Graduation Year

2007

Document Type

Dissertation

Degree

Ph.D.

Degree Granting Department

Computer Science and Engineering

Major Professor

Ken Christensen, Ph.D.

Keywords

P2P, Protocols, Networks, Energy efficiency, Performance evaluation

Abstract

Current estimates are that more than nine million PCs in the U.S. are part of peer-to-peer (P2P) file sharing overlay networks on the Internet. These P2P hosts generate about 20% of the traffic on the Internet and consume about 7.8 TWh/yr equal to $630 million per year. File search in a P2P network is based on a wasteful paradigm of broadcasting query messages. Reducing P2P overhead traffic to reduce bandwidth waste and enabling power management to reduce electricity usage are clearly of great interest. In this dissertation, two new search paradigms with reduced overhead traffic are investigated. The new Targeted Search method uses statistics from previous searches to target future searches. Targeted Search is shown to reduce query overhead traffic when compared to broadcast-based search used by Gnutella.

The new Broadcast Updates with Local Look-up Search (BULLS) protocol enables new capabilities including power management and reduces overhead traffic by enabling a local look-up of shared files. BULLS hosts periodically broadcast changes in their list of files shared and build a table of shared files by all other hosts. Power management in P2P networks is studied as an application of the minimum set cover problem. A reduction in overall energy consumption is achieved by powering down hosts that have all of their shared files fully shared (or covered) by other hosts.

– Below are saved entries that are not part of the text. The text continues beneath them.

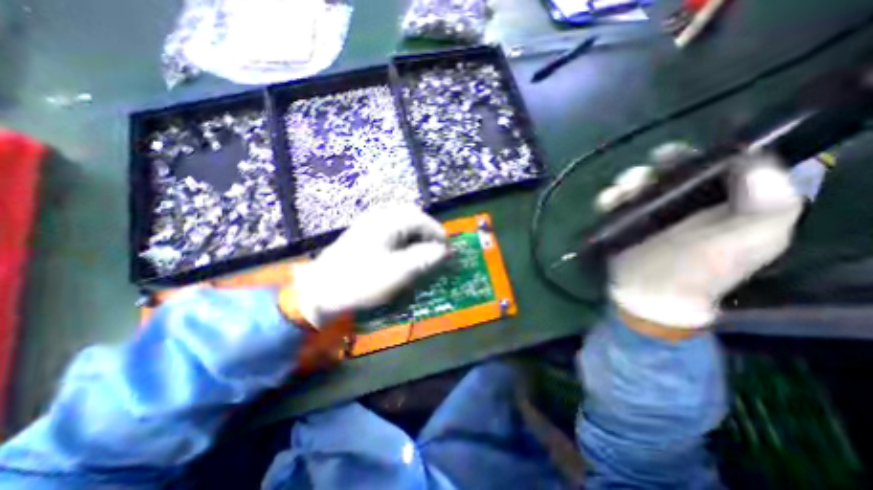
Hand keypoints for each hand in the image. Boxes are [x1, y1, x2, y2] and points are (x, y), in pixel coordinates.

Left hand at [292, 205, 445, 327]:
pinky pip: (391, 229)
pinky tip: (403, 252)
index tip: (447, 250)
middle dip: (427, 232)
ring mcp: (370, 223)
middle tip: (436, 249)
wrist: (320, 290)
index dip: (438, 234)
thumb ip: (424, 259)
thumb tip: (444, 251)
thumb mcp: (397, 273)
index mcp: (388, 222)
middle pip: (412, 216)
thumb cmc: (360, 281)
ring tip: (423, 251)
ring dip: (416, 235)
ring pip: (402, 222)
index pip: (421, 219)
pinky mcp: (365, 233)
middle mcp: (379, 216)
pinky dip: (403, 238)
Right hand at [610, 150, 804, 332]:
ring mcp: (648, 214)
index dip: (691, 156)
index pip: (708, 167)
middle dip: (651, 169)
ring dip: (625, 182)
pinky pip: (613, 202)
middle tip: (641, 178)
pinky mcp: (622, 223)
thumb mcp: (752, 239)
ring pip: (635, 184)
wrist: (650, 295)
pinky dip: (607, 197)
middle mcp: (683, 204)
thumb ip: (768, 200)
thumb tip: (748, 157)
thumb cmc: (700, 270)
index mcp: (720, 203)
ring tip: (619, 193)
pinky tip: (606, 202)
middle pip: (665, 172)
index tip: (672, 156)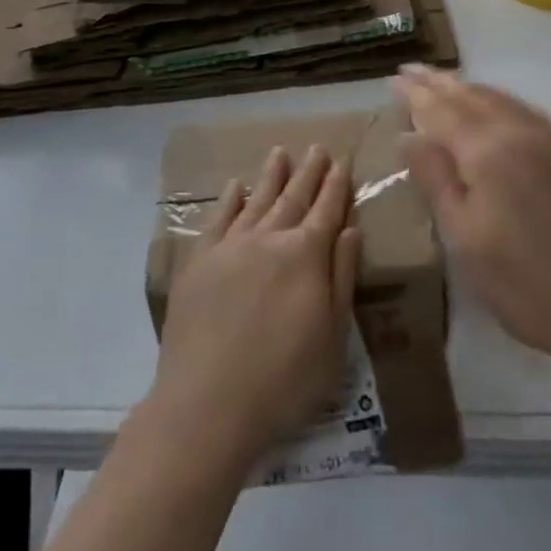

A new set cover heuristic -- called the Random Map Out (RMO) algorithm --is introduced and compared to the well-known Greedy heuristic. The algorithms are evaluated for minimum set cover size and computational complexity (number of comparisons). The RMO algorithm requires significantly less comparisons than Greedy and still achieves a set cover size within a few percent of that of Greedy. Additionally, the RMO algorithm can be distributed and independently executed by each host with reduced complexity per host where the Greedy heuristic does not reduce in complexity by being distributed. With RMO there is a non-zero probability of a given file being "lost" (not in set cover). The probability of this event is modeled and numerical results show that the probability of a file being lost is practically insignificant.